WHAT THE EXERCISE ASKS: Reproduce the data below exactly as written. Pictures do not belong in the copy.

INFORMATION SHOWN:
━━━━
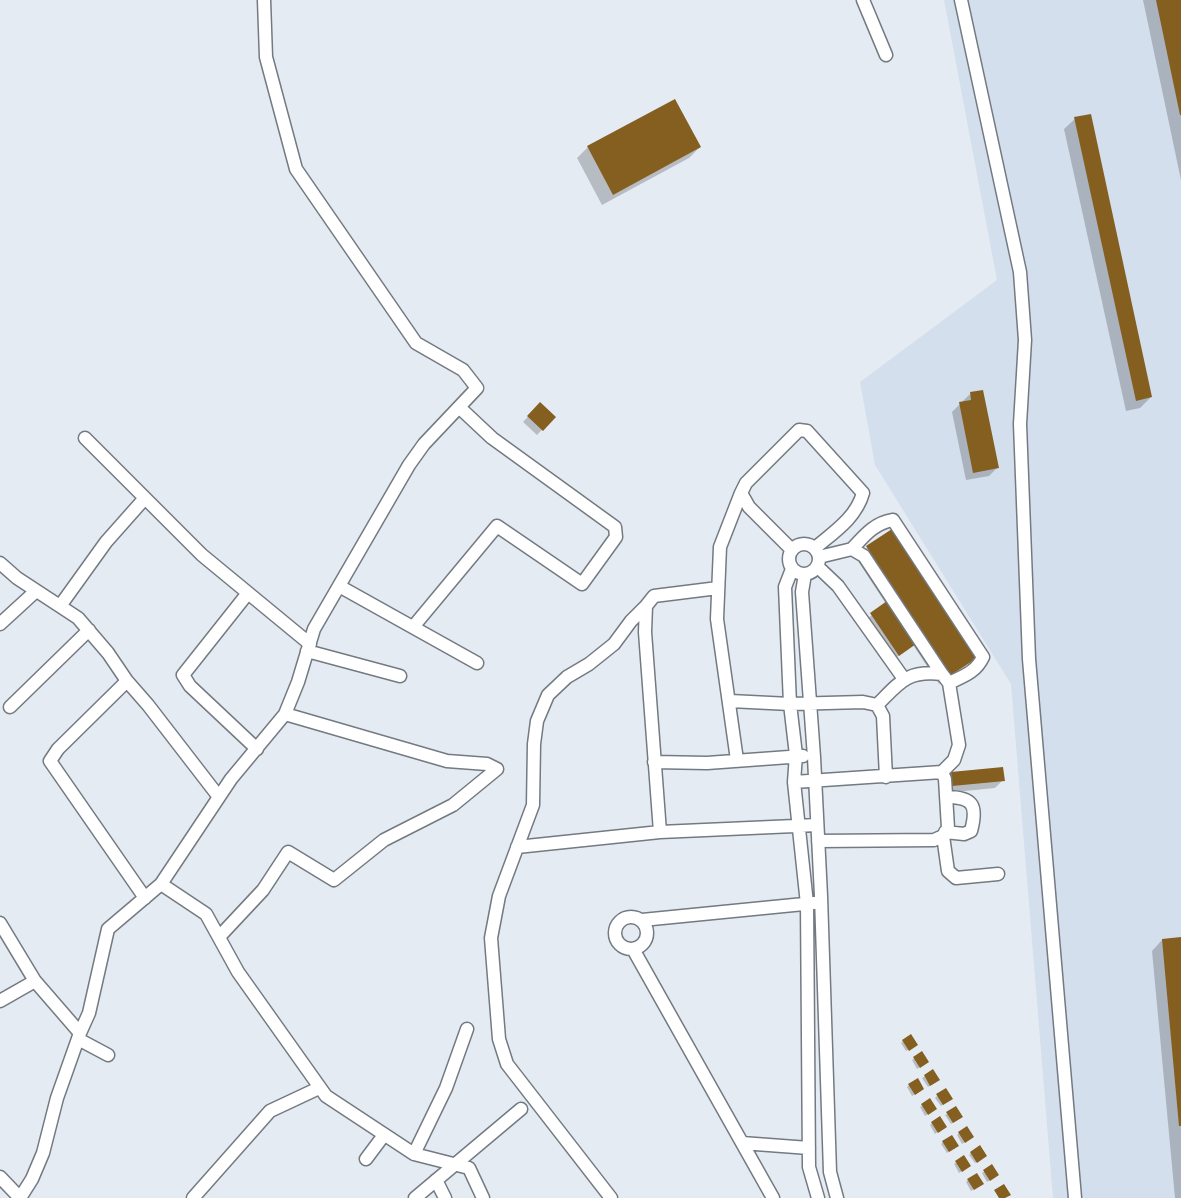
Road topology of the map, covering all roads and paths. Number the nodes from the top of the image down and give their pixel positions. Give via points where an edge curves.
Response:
1 (264, 0) edge
2 (863, 0) edge
3 (961, 0) edge
4 (886, 55) dead end
5 (460, 408) junction
6 (85, 438) dead end
7 (741, 493) junction
8 (145, 498) junction
9 (852, 549) junction
10 (792, 550) junction
11 (817, 557) junction
12 (0, 563) edge
13 (792, 569) junction
14 (805, 574) junction
15 (339, 586) junction
16 (718, 588) junction
17 (36, 591) junction
18 (248, 593) junction
19 (60, 606) junction
20 (646, 606) junction
21 (0, 624) edge
22 (413, 627) junction
23 (89, 630) junction
24 (308, 647) junction
25 (477, 663) dead end
26 (400, 676) dead end
27 (946, 678) junction
28 (904, 679) junction
29 (127, 681) junction
30 (730, 701) junction
31 (790, 704) junction
32 (810, 704) junction
33 (877, 705) junction
34 (10, 707) dead end
35 (285, 714) junction
36 (257, 749) junction
37 (796, 755) junction
38 (814, 757) junction
39 (737, 760) junction
40 (654, 762) junction
41 (942, 772) junction
42 (886, 777) junction
43 (794, 782) junction
44 (814, 782) junction
45 (219, 797) junction
46 (946, 797) junction
47 (817, 825) junction
48 (799, 827) junction
49 (660, 832) junction
50 (944, 834) junction
51 (818, 841) junction
52 (517, 847) junction
53 (998, 874) dead end
54 (161, 884) junction
55 (145, 898) junction
56 (821, 902) junction
57 (807, 904) junction
58 (642, 920) junction
59 (0, 924) edge
60 (807, 930) junction
61 (822, 930) junction
62 (219, 937) junction
63 (633, 949) junction
64 (808, 961) junction
65 (823, 962) junction
66 (36, 981) junction
67 (0, 1002) edge
68 (467, 1029) dead end
69 (79, 1036) junction
70 (108, 1055) dead end
71 (319, 1088) junction
72 (521, 1109) dead end
73 (384, 1135) junction
74 (742, 1143) junction
75 (809, 1148) junction
76 (414, 1154) junction
77 (366, 1159) dead end
78 (454, 1164) junction
79 (0, 1177) edge
80 (436, 1180) junction
81 (836, 1195) edge
82 (818, 1197) edge
83 (20, 1198) edge
84 (193, 1198) edge
85 (415, 1198) edge
86 (445, 1198) edge
87 (483, 1198) edge
88 (611, 1198) edge
89 (772, 1198) edge
90 (1075, 1198) edge

1 - 5 street via 266,57 296,169 416,343 473,380 477,388
2 - 4 street
3 - 90 street via 1020,272 1025,340 1020,424 1029,659
5 - 15 street via 408,465
5 - 22 street via 492,438 615,527 616,537 582,584 497,526
6 - 8 street
7 - 10 street via 749,507
7 - 11 street via 746,483 799,430 807,431 862,493 851,517
7 - 16 street via 720,548
8 - 18 street via 202,555
8 - 19 street via 106,542
9 - 11 street
9 - 27 street via 864,556
9 - 27 street via 875,526 893,520 983,657 971,672
10 - 11 street via 805,544
10 - 13 street
11 - 14 street via 810,573
11 - 28 street
12 - 17 street
13 - 14 street
13 - 31 street via 785,587
14 - 32 street via 802,592
15 - 22 street
15 - 24 street
16 - 20 street via 654,596
16 - 30 street via 717,619
17 - 19 street
17 - 21 street
18 - 24 street
18 - 36 street via 183,675 189,686
19 - 23 street
20 - 40 street
20 - 52 street via 614,644 548,694 535,733 533,805
22 - 25 street
23 - 29 street
23 - 34 street
24 - 26 street
24 - 35 street
27 - 28 street via 924,672
27 - 41 street via 959,745 954,760
28 - 33 street
29 - 45 street
29 - 55 street via 50,761
30 - 31 street
30 - 39 street
31 - 32 street
31 - 37 street
32 - 33 street
32 - 38 street
33 - 42 street via 883,716
35 - 36 street
35 - 62 street via 447,760 487,764 496,769 453,805 384,840 334,880 288,852 263,890
36 - 45 street
37 - 38 street
37 - 39 street
37 - 43 street
38 - 44 street
39 - 40 street
40 - 49 street
41 - 42 street
41 - 46 street
42 - 44 street
43 - 44 street
43 - 48 street
44 - 47 street
45 - 54 street
46 - 50 street via 948,828
46 - 50 street via 964,797 971,802 974,818 971,831
47 - 48 street
47 - 51 street
48 - 49 street
48 - 57 street
49 - 52 street
50 - 51 street via 934,840
50 - 53 street via 948,871 956,878
51 - 56 street
52 - 88 street via 499,896 490,938 499,1039 507,1064
54 - 55 street
54 - 62 street via 206,914
55 - 69 street via 108,929 89,1014
56 - 57 street
56 - 61 street
57 - 58 street
57 - 60 street
58 - 63 street via 647,935
58 - 63 street via 626,917 616,928 619,943
59 - 66 street
60 - 61 street
60 - 64 street
61 - 65 street
62 - 71 street via 238,972
63 - 74 street
64 - 65 street
64 - 75 street
65 - 81 street via 830,1172
66 - 67 street
66 - 69 street
68 - 76 street via 446,1088
69 - 70 street
69 - 83 street via 43,1153
71 - 73 street
71 - 84 street via 270,1111
72 - 78 street
73 - 76 street
73 - 77 street
74 - 75 street
74 - 89 street
75 - 82 street
76 - 78 street
78 - 80 street
78 - 87 street via 469,1168
79 - 83 street
80 - 85 street
80 - 86 street
81 - 82 street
━━━━
RESPONSE:
Road topology of the map, covering all roads and paths. Number the nodes from the top of the image down and give their pixel positions. Give via points where an edge curves.
Response:
1 (264, 0) edge
2 (863, 0) edge
3 (961, 0) edge
4 (886, 55) dead end
5 (460, 408) junction
6 (85, 438) dead end
7 (741, 493) junction
8 (145, 498) junction
9 (852, 549) junction
10 (792, 550) junction
11 (817, 557) junction
12 (0, 563) edge
13 (792, 569) junction
14 (805, 574) junction
15 (339, 586) junction
16 (718, 588) junction
17 (36, 591) junction
18 (248, 593) junction
19 (60, 606) junction
20 (646, 606) junction
21 (0, 624) edge
22 (413, 627) junction
23 (89, 630) junction
24 (308, 647) junction
25 (477, 663) dead end
26 (400, 676) dead end
27 (946, 678) junction
28 (904, 679) junction
29 (127, 681) junction
30 (730, 701) junction
31 (790, 704) junction
32 (810, 704) junction
33 (877, 705) junction
34 (10, 707) dead end
35 (285, 714) junction
36 (257, 749) junction
37 (796, 755) junction
38 (814, 757) junction
39 (737, 760) junction
40 (654, 762) junction
41 (942, 772) junction
42 (886, 777) junction
43 (794, 782) junction
44 (814, 782) junction
45 (219, 797) junction
46 (946, 797) junction
47 (817, 825) junction
48 (799, 827) junction
49 (660, 832) junction
50 (944, 834) junction
51 (818, 841) junction
52 (517, 847) junction
53 (998, 874) dead end
54 (161, 884) junction
55 (145, 898) junction
56 (821, 902) junction
57 (807, 904) junction
58 (642, 920) junction
59 (0, 924) edge
60 (807, 930) junction
61 (822, 930) junction
62 (219, 937) junction
63 (633, 949) junction
64 (808, 961) junction
65 (823, 962) junction
66 (36, 981) junction
67 (0, 1002) edge
68 (467, 1029) dead end
69 (79, 1036) junction
70 (108, 1055) dead end
71 (319, 1088) junction
72 (521, 1109) dead end
73 (384, 1135) junction
74 (742, 1143) junction
75 (809, 1148) junction
76 (414, 1154) junction
77 (366, 1159) dead end
78 (454, 1164) junction
79 (0, 1177) edge
80 (436, 1180) junction
81 (836, 1195) edge
82 (818, 1197) edge
83 (20, 1198) edge
84 (193, 1198) edge
85 (415, 1198) edge
86 (445, 1198) edge
87 (483, 1198) edge
88 (611, 1198) edge
89 (772, 1198) edge
90 (1075, 1198) edge

1 - 5 street via 266,57 296,169 416,343 473,380 477,388
2 - 4 street
3 - 90 street via 1020,272 1025,340 1020,424 1029,659
5 - 15 street via 408,465
5 - 22 street via 492,438 615,527 616,537 582,584 497,526
6 - 8 street
7 - 10 street via 749,507
7 - 11 street via 746,483 799,430 807,431 862,493 851,517
7 - 16 street via 720,548
8 - 18 street via 202,555
8 - 19 street via 106,542
9 - 11 street
9 - 27 street via 864,556
9 - 27 street via 875,526 893,520 983,657 971,672
10 - 11 street via 805,544
10 - 13 street
11 - 14 street via 810,573
11 - 28 street
12 - 17 street
13 - 14 street
13 - 31 street via 785,587
14 - 32 street via 802,592
15 - 22 street
15 - 24 street
16 - 20 street via 654,596
16 - 30 street via 717,619
17 - 19 street
17 - 21 street
18 - 24 street
18 - 36 street via 183,675 189,686
19 - 23 street
20 - 40 street
20 - 52 street via 614,644 548,694 535,733 533,805
22 - 25 street
23 - 29 street
23 - 34 street
24 - 26 street
24 - 35 street
27 - 28 street via 924,672
27 - 41 street via 959,745 954,760
28 - 33 street
29 - 45 street
29 - 55 street via 50,761
30 - 31 street
30 - 39 street
31 - 32 street
31 - 37 street
32 - 33 street
32 - 38 street
33 - 42 street via 883,716
35 - 36 street
35 - 62 street via 447,760 487,764 496,769 453,805 384,840 334,880 288,852 263,890
36 - 45 street
37 - 38 street
37 - 39 street
37 - 43 street
38 - 44 street
39 - 40 street
40 - 49 street
41 - 42 street
41 - 46 street
42 - 44 street
43 - 44 street
43 - 48 street
44 - 47 street
45 - 54 street
46 - 50 street via 948,828
46 - 50 street via 964,797 971,802 974,818 971,831
47 - 48 street
47 - 51 street
48 - 49 street
48 - 57 street
49 - 52 street
50 - 51 street via 934,840
50 - 53 street via 948,871 956,878
51 - 56 street
52 - 88 street via 499,896 490,938 499,1039 507,1064
54 - 55 street
54 - 62 street via 206,914
55 - 69 street via 108,929 89,1014
56 - 57 street
56 - 61 street
57 - 58 street
57 - 60 street
58 - 63 street via 647,935
58 - 63 street via 626,917 616,928 619,943
59 - 66 street
60 - 61 street
60 - 64 street
61 - 65 street
62 - 71 street via 238,972
63 - 74 street
64 - 65 street
64 - 75 street
65 - 81 street via 830,1172
66 - 67 street
66 - 69 street
68 - 76 street via 446,1088
69 - 70 street
69 - 83 street via 43,1153
71 - 73 street
71 - 84 street via 270,1111
72 - 78 street
73 - 76 street
73 - 77 street
74 - 75 street
74 - 89 street
75 - 82 street
76 - 78 street
78 - 80 street
78 - 87 street via 469,1168
79 - 83 street
80 - 85 street
80 - 86 street
81 - 82 street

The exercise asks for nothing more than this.